Id anyone have an idea from where this extreme running latency comes from it would be much appreciated.
EDIT #1
Since then I am now using Packer to build my AMI. Here is my template file:
{
"builders": [
{
"type": "amazon-ebs",
"access_key": "{{user `aws_access_key`}}",
"secret_key": "{{user `aws_secret_key`}}",
"ami_name": "compute-{{user `environment_name`}}-{{timestamp}}",
"region": "{{user `region`}}",
"instance_type": "{{user `instance`}}",
"ssh_username": "admin",
"source_ami_filter": {
"filters": {
"virtualization-type": "hvm",
"name": "debian-stretch-hvm-x86_64-gp2-*",
"root-device-type": "ebs"
},
"owners":"379101102735",
"most_recent": true
}
}
],
"provisioners": [
{
"execute_command": "sudo env {{ .Vars }} {{ .Path }}",
"scripts": [
"ami/setup_vm.sh"
],
"type": "shell",
"environment_vars": [
"ENVIRONMENT_NAME={{user `environment_name`}}",
"AWS_ACCOUNT_ID={{user `aws_account_id`}}",
"AWS_REGION={{user `region`}}",
"AWS_ACCESS_KEY_ID={{user `aws_access_key`}}",
"AWS_SECRET_ACCESS_KEY={{user `aws_secret_key`}}",
"DOCKER_IMAGE_NAME={{user `docker_image_name`}}"
]
}
],
"post-processors": [
{
"type": "manifest",
"output": "ami/manifest.json",
"strip_path": true
}
],
"variables": {
"aws_access_key": "{{env `AWS_ACCESS_KEY_ID`}}",
"aws_secret_key": "{{env `AWS_SECRET_ACCESS_KEY`}}",
"environment_name": "",
"region": "eu-west-1",
"instance": "g4dn.xlarge",
"aws_account_id":"",
"docker_image_name":""
}
}
and here is the associated script to configure the AMI for Docker & Nvidia Docker:
#!/bin/bash
cd /tmp
export DEBIAN_FRONTEND=noninteractive
export APT_LISTCHANGES_FRONTEND=noninteractive
# docker
apt-get update
apt-get install -y apt-transport-https ca-certificates curl gnupg2 software-properties-common
curl -fsSL https://download.docker.com/linux/debian/gpg | apt-key add -
add-apt-repository "deb [arch=amd64] https://download.docker.com/linux/debian stretch stable"
apt-get update
apt-get install -y docker-ce
usermod -a -G docker $USER
# graphical drivers
apt-get install -y software-properties-common
wget http://us.download.nvidia.com/XFree86/Linux-x86_64/440.64/NVIDIA-Linux-x86_64-440.64.run
bash NVIDIA-Linux-x86_64-440.64.run -sZ
# nvidia-docker
distribution=$(. /etc/os-release;echo $ID$VERSION_ID)

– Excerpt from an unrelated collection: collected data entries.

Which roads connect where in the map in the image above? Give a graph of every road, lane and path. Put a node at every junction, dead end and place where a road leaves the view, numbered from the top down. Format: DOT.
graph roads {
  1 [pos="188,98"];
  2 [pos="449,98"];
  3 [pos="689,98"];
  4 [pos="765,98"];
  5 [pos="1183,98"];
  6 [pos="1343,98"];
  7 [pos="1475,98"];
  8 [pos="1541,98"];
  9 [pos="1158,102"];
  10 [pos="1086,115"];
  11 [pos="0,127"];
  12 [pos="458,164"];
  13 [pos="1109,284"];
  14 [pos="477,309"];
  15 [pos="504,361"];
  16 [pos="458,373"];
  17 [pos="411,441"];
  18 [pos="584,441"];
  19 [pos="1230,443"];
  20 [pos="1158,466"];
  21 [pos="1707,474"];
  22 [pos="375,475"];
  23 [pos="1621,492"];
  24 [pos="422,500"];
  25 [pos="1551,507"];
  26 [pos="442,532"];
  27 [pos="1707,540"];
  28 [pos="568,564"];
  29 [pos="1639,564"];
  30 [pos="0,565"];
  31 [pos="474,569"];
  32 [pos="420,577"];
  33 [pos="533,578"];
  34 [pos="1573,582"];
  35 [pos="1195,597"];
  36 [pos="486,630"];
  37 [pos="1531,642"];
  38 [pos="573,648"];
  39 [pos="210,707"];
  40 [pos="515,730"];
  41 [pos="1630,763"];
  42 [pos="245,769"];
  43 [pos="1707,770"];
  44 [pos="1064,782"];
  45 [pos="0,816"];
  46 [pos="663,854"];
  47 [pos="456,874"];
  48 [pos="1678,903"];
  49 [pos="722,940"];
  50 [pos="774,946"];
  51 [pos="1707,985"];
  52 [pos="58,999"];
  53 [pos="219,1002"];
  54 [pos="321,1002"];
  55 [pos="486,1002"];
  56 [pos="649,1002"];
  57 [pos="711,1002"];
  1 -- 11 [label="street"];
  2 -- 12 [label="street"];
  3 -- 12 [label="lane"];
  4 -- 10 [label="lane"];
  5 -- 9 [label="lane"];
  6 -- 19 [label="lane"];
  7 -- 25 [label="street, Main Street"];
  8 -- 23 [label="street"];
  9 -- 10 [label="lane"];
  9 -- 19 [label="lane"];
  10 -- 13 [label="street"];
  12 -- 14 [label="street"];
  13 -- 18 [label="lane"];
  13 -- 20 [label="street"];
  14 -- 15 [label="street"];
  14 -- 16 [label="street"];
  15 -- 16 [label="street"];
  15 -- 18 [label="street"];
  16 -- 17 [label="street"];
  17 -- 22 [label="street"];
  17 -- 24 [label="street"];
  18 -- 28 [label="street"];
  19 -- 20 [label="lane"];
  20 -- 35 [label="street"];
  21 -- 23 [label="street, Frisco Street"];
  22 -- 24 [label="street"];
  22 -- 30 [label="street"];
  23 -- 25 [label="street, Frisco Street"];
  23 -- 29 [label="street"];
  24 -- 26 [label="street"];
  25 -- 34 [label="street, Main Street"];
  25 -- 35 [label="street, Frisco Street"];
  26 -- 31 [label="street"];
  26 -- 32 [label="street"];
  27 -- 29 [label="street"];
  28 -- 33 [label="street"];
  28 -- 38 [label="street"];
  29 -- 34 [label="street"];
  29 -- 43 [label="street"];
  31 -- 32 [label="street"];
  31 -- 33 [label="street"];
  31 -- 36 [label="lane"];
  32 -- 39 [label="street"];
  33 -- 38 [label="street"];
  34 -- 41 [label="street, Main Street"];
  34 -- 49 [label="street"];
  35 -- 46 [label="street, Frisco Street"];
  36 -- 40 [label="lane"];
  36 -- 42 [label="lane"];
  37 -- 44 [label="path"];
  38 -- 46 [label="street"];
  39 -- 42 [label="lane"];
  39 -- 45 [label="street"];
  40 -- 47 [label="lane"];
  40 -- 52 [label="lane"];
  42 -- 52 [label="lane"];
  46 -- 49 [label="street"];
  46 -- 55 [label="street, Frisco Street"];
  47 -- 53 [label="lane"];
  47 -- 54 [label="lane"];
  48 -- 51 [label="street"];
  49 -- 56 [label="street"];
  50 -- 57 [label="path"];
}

curl -s -L https://nvidia.github.io/nvidia-docker/gpgkey | apt-key add -
curl -s -L https://nvidia.github.io/nvidia-docker/$distribution/nvidia-docker.list | tee /etc/apt/sources.list.d/nvidia-docker.list
apt-get update
apt-get install -y nvidia-container-toolkit
apt-get install -y nvidia-docker2
cat > /etc/docker/daemon.json <<EOL
{
"default-runtime": "nvidia",
"runtimes": {
"nvidia": {
"path": "/usr/bin/nvidia-container-runtime",
"runtimeArgs": []
}
}
}
EOL
systemctl restart docker
# enable nvidia-persistenced service
cat > /etc/systemd/system/nvidia-persistenced.service <<EOL
[Unit]
Description=NVIDIA Persistence Daemon
Wants=syslog.target
[Service]
Type=forking
PIDFile=/var/run/nvidia-persistenced/nvidia-persistenced.pid
Restart=always
ExecStart=/usr/bin/nvidia-persistenced --verbose
ExecStopPost=/bin/rm -rf /var/run/nvidia-persistenced
[Install]
WantedBy=multi-user.target
EOL
systemctl enable nvidia-persistenced
# prepull docker
apt-get install -y python3-pip
pip3 install awscli --upgrade
aws ecr get-login-password --region $AWS_REGION | docker login --username AWS --password-stdin $AWS_ACCOUNT_ID.dkr.ecr.$AWS_REGION.amazonaws.com
docker pull $AWS_ACCOUNT_ID.dkr.ecr.$AWS_REGION.amazonaws.com/$DOCKER_IMAGE_NAME:$ENVIRONMENT_NAME
# Clean up
apt-get -y autoremove
apt-get -y clean
Anyway, as soon as I put this line:
docker pull $AWS_ACCOUNT_ID.dkr.ecr.$AWS_REGION.amazonaws.com/$DOCKER_IMAGE_NAME:$ENVIRONMENT_NAME
I am facing the same weird issue, when pods are scheduled on nodes booted from this AMI, it says "image already present on machine", so it don't pull it again, but then the container is slow as hell when using TensorFlow, for eg. ts.Session() takes something like a minute to run.
EDIT #2
Adding extra information regarding what is executed on the pod:
Dockerfile
FROM tensorflow/tensorflow:1.14.0-gpu-py3
CMD ["python", "main.py"]
main.py
import tensorflow as tf
config = tf.ConfigProto(allow_soft_placement=True)
config.gpu_options.allow_growth = True
return tf.Session(graph=tf.Graph(), config=config)
Only with those lines TF Session initialization takes up to 1 mins to be done when the image is prepulled vs. 1 second when the image is not.